About Agile methodology

Agile working is about having a flexible and iterative approach, which emphasizes collaboration, adaptability and customer centricity. The method is widely used in software development and project management, and emerged in the early 2000s as a response to the shortcomings of traditional, linear project management methods. The agile manifesto, published in 2001 by a group of software developers, presents the core principles of the agile method.

Agile promotes incremental development and delivery, where, for example, software is built in small, manageable pieces called 'sprints' or 'iterations'. Cross-functional teams of developers, testers, designers and stakeholders work closely together, promoting continuous communication. The agile methodology builds on the ability to adjust priorities and requirements after each iteration, developing an adaptability that leads to more relevant and customer-centric end products.

Lean, derived from the principles of lean manufacturing in industry, has been adapted to software development and IT to minimize waste, increase efficiency and maximize value. It emphasizes delivering the most valuable features and minimizing activities that do not contribute directly to customer needs.

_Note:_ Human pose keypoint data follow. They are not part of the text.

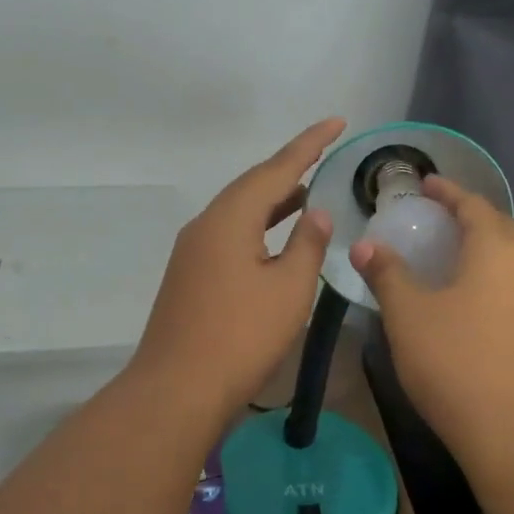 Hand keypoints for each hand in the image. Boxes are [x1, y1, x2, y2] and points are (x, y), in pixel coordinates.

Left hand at [129, 118, 344, 417]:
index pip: (276, 169)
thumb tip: (314, 213)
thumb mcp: (288, 289)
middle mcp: (206, 225)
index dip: (309, 144)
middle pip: (253, 186)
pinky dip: (259, 227)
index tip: (336, 122)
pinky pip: (230, 234)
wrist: (177, 390)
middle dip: (290, 169)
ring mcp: (193, 251)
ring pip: (240, 212)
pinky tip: (276, 239)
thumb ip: (307, 244)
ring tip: (308, 193)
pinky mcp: (191, 276)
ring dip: (274, 200)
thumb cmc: (241, 336)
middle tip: (325, 154)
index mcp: (230, 218)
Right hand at [350, 177, 513, 482]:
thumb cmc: (456, 364)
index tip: (425, 184)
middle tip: (434, 216)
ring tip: (449, 252)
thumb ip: (387, 273)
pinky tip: (470, 296)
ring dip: (483, 245)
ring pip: (512, 256)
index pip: (473, 204)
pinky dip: (493, 273)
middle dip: (468, 215)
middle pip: (499, 226)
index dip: (447, 191)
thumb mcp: (408, 315)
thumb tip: (366, 245)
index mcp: (498, 250) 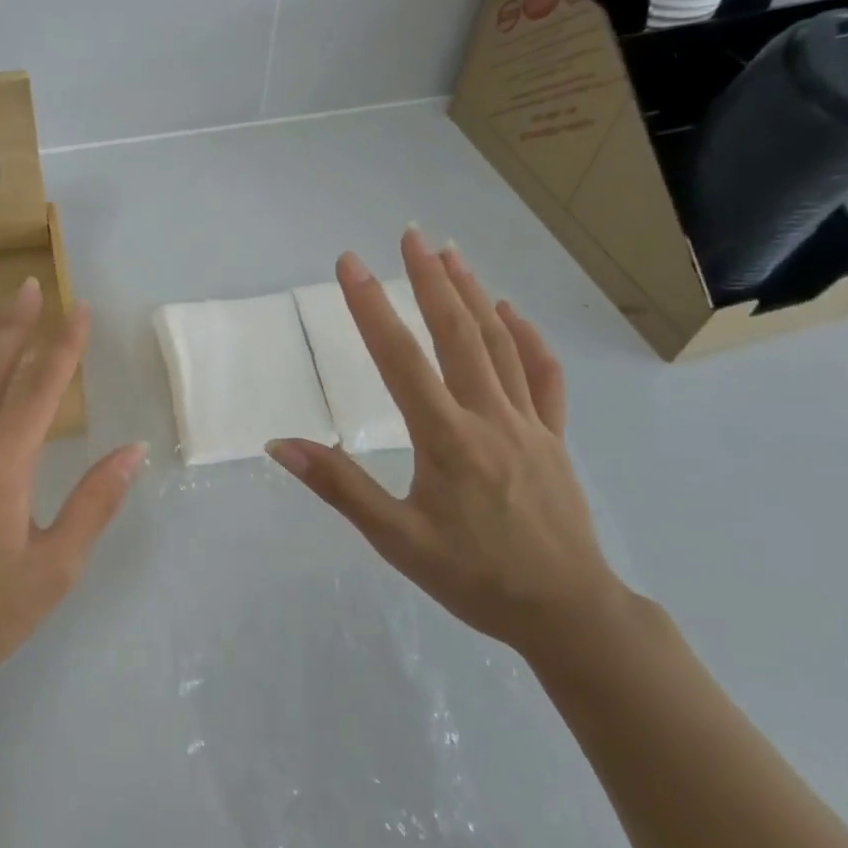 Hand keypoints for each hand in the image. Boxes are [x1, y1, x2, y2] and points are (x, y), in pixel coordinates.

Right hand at [267, 229, 625, 661]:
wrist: (567, 612)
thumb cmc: (474, 578)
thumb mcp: (396, 540)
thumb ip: (340, 487)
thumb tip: (281, 445)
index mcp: (446, 439)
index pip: (400, 358)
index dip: (371, 307)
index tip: (350, 264)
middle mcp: (489, 417)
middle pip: (457, 334)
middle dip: (430, 279)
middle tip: (409, 235)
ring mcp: (528, 424)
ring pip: (500, 345)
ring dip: (473, 295)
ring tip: (450, 254)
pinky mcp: (553, 438)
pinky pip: (544, 376)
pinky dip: (527, 338)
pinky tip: (511, 312) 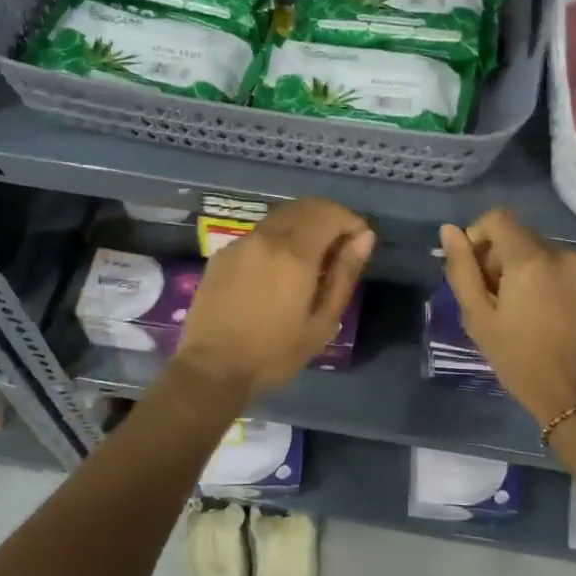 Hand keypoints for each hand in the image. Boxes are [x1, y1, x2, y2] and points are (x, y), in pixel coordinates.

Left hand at [174, 199, 374, 397]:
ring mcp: (240, 243)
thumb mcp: (322, 322)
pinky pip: (259, 235)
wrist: (212, 368)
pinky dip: (278, 240)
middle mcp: (266, 237)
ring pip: (280, 217)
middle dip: (329, 219)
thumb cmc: (274, 353)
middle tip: (340, 250)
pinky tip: (278, 272)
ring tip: (312, 262)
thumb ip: (344, 275)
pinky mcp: (222, 254)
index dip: (351, 222)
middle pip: (305, 207)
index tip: (360, 244)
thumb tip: (363, 239)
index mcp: (294, 253)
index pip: (330, 213)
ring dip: (303, 227)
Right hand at [439, 208, 575, 425]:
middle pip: (520, 235)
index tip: (474, 271)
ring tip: (520, 310)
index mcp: (530, 260)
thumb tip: (449, 231)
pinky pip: (563, 268)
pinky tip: (545, 314)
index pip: (497, 218)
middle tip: (493, 299)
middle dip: (499, 257)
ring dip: (524, 269)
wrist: (574, 396)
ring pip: (541, 252)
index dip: (478, 236)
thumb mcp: (478, 317)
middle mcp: (562, 254)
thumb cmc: (518, 359)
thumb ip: (461, 269)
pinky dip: (547, 280) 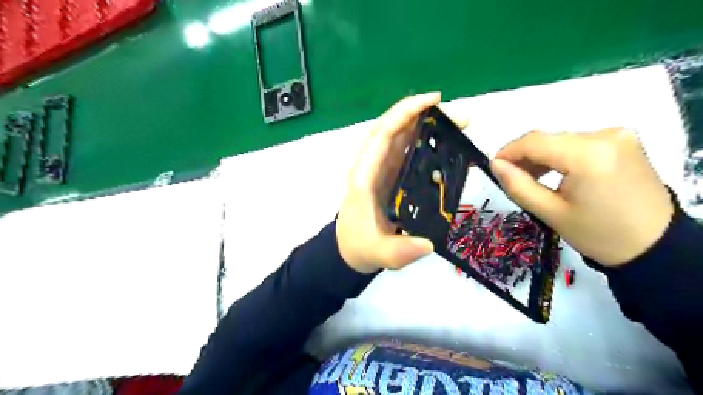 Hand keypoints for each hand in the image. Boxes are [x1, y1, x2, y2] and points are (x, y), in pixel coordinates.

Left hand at [338, 92, 467, 272]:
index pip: (383, 134)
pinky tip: (443, 142)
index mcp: (365, 175)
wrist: (350, 248)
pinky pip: (404, 149)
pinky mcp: (388, 173)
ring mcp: (380, 167)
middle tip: (460, 118)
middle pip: (393, 128)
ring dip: (425, 124)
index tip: (434, 102)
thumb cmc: (360, 245)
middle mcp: (371, 165)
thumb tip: (428, 244)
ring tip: (457, 125)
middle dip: (424, 114)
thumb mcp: (379, 253)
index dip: (405, 113)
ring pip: (400, 135)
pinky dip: (422, 139)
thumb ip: (399, 251)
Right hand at [490, 128, 671, 265]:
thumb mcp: (550, 213)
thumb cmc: (598, 234)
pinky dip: (559, 155)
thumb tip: (494, 164)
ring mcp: (617, 135)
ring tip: (530, 178)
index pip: (534, 141)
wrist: (654, 245)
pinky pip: (577, 142)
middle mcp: (605, 135)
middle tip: (510, 177)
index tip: (493, 166)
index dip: (508, 151)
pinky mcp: (623, 141)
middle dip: (524, 156)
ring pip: (561, 140)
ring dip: (541, 156)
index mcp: (588, 154)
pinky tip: (554, 172)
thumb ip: (518, 185)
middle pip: (548, 139) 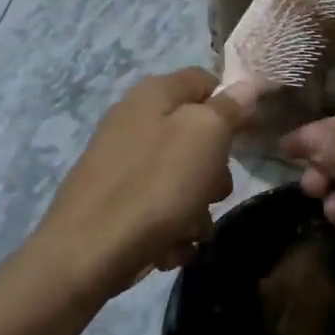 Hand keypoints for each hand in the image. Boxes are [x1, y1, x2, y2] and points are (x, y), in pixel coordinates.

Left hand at [35, 68, 247, 299]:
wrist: (86, 254)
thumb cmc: (155, 185)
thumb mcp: (205, 136)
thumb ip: (229, 107)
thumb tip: (247, 85)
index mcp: (154, 93)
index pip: (206, 80)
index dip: (232, 104)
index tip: (248, 137)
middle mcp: (134, 119)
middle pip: (196, 134)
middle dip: (214, 168)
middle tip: (214, 191)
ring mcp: (121, 161)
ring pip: (182, 176)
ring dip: (196, 206)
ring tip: (189, 228)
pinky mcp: (113, 199)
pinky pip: (159, 205)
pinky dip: (170, 226)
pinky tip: (167, 245)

In the software context, Lean focuses on creating a streamlined process by eliminating bottlenecks and optimizing workflows. The goal is to improve the development cycle by emphasizing continuous delivery, reducing handoffs and increasing automation. This leads to faster releases and shorter development cycles.

From an IT perspective, Lean principles guide the management of resources, processes and systems to increase productivity. IT teams strive to provide efficient and reliable services by minimizing downtime, optimizing resource allocation, and ensuring fast response times to user needs.